> _Work required_
Each line from the one that has "Trace all roads" through the end of the entries below must be written out exactly; leave out all other lines.

--- Input records Enclosed Below ---

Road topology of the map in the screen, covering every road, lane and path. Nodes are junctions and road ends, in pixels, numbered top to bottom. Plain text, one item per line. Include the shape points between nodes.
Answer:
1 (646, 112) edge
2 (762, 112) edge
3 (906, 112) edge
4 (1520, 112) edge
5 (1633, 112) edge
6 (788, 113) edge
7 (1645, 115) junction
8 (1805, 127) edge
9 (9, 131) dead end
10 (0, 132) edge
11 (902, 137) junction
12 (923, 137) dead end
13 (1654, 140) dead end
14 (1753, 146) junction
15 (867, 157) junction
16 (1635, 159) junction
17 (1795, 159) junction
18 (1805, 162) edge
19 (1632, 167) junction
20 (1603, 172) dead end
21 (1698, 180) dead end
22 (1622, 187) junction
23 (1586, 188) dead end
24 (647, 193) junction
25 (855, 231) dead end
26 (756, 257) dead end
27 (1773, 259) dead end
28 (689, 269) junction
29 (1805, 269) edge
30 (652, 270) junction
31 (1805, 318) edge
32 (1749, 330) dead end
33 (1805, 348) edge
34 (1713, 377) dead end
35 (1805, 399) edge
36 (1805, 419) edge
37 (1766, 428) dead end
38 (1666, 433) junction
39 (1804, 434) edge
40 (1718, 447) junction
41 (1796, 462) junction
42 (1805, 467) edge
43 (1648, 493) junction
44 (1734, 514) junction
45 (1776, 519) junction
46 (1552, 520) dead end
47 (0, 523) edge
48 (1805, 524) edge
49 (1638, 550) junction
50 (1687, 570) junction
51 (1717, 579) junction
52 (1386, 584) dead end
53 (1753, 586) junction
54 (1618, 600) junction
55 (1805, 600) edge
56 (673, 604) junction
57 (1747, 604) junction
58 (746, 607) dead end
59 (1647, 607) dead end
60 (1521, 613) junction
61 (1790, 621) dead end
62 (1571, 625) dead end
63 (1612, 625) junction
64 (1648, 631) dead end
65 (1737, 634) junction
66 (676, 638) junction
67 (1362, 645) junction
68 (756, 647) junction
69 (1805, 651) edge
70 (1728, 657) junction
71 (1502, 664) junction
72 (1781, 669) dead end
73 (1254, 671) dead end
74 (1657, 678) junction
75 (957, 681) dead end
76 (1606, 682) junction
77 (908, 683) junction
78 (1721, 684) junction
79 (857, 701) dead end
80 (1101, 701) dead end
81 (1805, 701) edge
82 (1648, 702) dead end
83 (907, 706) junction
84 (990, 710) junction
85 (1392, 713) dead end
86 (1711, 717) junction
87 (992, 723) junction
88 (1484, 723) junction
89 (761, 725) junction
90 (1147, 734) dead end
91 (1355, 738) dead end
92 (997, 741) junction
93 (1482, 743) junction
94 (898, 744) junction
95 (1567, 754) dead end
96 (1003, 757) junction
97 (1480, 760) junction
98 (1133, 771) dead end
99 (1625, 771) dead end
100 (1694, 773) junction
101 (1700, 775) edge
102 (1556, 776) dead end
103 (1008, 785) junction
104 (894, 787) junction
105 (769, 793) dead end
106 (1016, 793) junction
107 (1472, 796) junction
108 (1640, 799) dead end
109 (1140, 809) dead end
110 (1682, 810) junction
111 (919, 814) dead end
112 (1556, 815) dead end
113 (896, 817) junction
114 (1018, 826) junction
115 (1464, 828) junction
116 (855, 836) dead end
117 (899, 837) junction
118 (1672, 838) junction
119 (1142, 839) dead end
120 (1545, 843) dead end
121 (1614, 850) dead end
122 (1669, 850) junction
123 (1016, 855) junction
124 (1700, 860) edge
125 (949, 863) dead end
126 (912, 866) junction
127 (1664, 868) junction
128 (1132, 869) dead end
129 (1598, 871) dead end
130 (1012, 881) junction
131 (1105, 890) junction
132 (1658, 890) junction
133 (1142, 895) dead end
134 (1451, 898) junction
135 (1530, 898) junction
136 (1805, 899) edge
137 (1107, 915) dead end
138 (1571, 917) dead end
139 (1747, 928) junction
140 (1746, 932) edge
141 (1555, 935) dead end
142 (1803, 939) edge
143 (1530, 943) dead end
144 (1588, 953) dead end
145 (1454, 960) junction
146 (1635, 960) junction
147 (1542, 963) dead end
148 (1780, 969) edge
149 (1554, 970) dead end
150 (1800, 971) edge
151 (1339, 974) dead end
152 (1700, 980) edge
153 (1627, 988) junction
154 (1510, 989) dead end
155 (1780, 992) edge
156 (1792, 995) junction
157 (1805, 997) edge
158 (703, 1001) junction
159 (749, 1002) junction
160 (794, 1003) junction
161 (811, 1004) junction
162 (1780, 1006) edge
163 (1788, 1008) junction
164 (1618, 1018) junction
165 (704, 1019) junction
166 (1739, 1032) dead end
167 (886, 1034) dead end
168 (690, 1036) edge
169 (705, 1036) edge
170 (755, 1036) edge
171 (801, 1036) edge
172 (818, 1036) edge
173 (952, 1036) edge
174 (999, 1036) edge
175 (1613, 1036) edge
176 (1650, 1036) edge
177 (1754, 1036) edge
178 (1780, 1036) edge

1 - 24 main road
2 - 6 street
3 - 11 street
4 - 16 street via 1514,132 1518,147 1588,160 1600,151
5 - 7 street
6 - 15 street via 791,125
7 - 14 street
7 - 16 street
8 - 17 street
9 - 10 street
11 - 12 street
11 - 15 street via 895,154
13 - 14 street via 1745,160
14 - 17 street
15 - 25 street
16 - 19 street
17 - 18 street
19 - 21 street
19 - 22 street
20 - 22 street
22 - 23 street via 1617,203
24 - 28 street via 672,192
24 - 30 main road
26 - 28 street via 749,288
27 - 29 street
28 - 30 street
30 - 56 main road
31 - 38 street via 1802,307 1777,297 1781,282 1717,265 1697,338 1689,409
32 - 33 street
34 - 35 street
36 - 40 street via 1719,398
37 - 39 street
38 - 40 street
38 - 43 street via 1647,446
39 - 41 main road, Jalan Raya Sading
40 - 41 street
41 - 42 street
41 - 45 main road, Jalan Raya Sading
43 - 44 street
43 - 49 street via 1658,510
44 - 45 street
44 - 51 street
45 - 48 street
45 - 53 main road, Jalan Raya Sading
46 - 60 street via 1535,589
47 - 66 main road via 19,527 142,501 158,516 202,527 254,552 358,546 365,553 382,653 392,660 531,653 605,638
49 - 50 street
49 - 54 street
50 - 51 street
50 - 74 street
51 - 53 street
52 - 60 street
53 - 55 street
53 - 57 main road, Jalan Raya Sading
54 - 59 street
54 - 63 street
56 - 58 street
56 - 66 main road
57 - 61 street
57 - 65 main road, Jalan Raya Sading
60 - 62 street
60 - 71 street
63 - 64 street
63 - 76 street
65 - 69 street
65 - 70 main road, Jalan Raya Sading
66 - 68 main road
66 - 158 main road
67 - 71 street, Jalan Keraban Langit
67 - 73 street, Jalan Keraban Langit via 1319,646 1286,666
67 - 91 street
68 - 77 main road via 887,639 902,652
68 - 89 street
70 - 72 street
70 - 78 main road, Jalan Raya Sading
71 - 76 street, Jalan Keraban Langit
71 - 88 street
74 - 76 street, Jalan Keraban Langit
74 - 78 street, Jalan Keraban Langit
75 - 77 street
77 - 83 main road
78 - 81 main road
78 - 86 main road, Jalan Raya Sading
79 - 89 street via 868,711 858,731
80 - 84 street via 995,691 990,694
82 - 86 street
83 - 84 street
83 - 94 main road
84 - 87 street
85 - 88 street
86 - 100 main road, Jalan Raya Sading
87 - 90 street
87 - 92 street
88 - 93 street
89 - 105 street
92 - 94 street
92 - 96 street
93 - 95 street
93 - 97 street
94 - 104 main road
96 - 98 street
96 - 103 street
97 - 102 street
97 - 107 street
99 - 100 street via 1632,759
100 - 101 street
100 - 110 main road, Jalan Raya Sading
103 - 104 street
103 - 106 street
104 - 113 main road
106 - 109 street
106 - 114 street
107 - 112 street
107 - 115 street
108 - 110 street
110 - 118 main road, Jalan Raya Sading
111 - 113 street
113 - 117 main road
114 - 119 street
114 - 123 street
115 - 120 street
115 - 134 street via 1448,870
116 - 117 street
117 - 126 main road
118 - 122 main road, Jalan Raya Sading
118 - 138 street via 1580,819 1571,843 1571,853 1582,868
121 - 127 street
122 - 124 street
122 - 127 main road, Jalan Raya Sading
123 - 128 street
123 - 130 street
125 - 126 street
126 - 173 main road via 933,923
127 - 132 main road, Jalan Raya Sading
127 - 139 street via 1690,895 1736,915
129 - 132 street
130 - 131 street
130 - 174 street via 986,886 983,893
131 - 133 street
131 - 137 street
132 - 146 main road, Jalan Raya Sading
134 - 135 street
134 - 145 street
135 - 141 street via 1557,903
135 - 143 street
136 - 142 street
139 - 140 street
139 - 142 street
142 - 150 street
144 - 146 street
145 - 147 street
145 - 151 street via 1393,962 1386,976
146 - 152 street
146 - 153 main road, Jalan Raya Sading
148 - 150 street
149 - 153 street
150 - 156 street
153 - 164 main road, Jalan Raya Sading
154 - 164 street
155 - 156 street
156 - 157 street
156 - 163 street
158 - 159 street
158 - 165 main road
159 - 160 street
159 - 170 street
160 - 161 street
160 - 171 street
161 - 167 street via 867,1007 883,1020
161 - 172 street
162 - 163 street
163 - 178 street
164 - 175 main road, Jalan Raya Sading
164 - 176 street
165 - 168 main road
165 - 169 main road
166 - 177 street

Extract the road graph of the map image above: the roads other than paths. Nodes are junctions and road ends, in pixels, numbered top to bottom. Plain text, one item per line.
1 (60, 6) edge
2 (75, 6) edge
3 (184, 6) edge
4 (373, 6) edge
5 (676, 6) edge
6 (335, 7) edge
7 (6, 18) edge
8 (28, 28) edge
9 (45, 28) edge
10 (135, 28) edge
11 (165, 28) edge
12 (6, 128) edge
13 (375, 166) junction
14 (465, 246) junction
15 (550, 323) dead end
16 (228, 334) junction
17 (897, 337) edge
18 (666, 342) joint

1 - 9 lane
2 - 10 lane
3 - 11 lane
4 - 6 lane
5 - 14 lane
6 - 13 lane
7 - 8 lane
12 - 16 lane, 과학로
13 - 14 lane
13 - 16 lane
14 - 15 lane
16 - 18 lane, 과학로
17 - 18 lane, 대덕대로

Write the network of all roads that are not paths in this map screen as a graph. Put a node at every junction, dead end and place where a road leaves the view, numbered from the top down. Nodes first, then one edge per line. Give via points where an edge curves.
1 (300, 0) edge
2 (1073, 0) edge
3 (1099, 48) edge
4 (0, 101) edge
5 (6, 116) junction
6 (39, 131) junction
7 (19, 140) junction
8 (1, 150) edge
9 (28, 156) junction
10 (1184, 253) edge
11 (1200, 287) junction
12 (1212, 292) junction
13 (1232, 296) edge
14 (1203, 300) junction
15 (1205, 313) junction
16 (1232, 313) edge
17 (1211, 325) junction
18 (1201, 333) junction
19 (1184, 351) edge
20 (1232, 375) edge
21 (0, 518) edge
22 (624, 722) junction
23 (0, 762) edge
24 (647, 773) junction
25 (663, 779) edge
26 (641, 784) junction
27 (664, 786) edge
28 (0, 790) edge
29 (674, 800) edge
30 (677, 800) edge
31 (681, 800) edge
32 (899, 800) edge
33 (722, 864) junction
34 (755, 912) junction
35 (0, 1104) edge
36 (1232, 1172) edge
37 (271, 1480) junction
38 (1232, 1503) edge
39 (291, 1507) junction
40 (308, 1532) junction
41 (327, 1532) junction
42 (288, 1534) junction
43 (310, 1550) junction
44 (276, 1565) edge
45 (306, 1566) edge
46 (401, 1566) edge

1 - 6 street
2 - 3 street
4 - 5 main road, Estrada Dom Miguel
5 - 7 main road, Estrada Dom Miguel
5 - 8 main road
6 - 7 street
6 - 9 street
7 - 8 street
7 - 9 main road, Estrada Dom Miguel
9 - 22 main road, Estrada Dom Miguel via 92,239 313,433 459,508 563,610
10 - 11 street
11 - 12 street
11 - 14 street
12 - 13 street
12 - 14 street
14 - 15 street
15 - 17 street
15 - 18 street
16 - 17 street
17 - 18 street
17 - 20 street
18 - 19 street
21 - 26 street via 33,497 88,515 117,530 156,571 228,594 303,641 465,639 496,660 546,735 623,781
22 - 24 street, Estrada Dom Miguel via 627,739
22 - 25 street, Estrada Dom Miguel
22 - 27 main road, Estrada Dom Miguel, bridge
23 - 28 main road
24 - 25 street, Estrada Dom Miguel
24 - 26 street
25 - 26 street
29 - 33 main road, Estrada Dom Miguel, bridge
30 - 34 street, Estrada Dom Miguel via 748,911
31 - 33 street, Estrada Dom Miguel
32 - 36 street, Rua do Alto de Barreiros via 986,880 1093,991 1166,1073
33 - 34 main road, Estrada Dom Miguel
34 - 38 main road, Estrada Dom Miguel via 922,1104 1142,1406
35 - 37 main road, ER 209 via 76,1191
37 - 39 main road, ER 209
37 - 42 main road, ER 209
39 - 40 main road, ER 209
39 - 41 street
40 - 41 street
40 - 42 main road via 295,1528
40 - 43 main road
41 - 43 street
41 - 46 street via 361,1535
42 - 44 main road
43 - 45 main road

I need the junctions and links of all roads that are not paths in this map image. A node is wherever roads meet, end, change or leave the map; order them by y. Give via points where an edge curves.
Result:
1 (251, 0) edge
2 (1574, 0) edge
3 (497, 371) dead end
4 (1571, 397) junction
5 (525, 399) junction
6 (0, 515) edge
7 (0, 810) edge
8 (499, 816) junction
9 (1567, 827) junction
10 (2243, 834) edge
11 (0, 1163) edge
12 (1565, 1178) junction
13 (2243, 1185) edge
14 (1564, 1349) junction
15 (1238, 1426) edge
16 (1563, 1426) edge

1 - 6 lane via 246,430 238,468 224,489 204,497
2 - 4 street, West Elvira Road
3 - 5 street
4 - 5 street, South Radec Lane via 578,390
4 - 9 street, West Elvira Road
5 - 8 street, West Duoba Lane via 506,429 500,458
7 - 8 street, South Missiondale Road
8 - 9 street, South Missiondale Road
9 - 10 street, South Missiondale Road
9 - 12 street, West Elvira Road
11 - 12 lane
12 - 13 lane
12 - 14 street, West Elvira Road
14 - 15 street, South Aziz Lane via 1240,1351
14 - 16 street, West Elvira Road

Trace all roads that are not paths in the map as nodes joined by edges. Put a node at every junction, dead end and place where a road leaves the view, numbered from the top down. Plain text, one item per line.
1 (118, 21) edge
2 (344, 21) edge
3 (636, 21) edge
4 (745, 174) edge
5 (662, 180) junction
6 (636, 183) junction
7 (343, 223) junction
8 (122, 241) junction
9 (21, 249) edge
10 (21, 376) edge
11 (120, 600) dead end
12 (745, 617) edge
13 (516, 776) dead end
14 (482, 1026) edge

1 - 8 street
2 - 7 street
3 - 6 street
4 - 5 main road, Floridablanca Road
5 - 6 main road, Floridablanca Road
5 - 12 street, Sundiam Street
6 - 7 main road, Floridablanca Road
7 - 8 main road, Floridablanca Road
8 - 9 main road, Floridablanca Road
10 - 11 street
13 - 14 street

--- End of Enclosed Input records ---

> _Task output_
Trace all roads that are not paths in the map as nodes joined by edges. Put a node at every junction, dead end and place where a road leaves the view, numbered from the top down. Plain text, one item per line.
1 (118, 21) edge
2 (344, 21) edge
3 (636, 21) edge
4 (745, 174) edge
5 (662, 180) junction
6 (636, 183) junction
7 (343, 223) junction
8 (122, 241) junction
9 (21, 249) edge
10 (21, 376) edge
11 (120, 600) dead end
12 (745, 617) edge
13 (516, 776) dead end
14 (482, 1026) edge

1 - 8 street
2 - 7 street
3 - 6 street
4 - 5 main road, Floridablanca Road
5 - 6 main road, Floridablanca Road
5 - 12 street, Sundiam Street
6 - 7 main road, Floridablanca Road
7 - 8 main road, Floridablanca Road
8 - 9 main road, Floridablanca Road
10 - 11 street
13 - 14 street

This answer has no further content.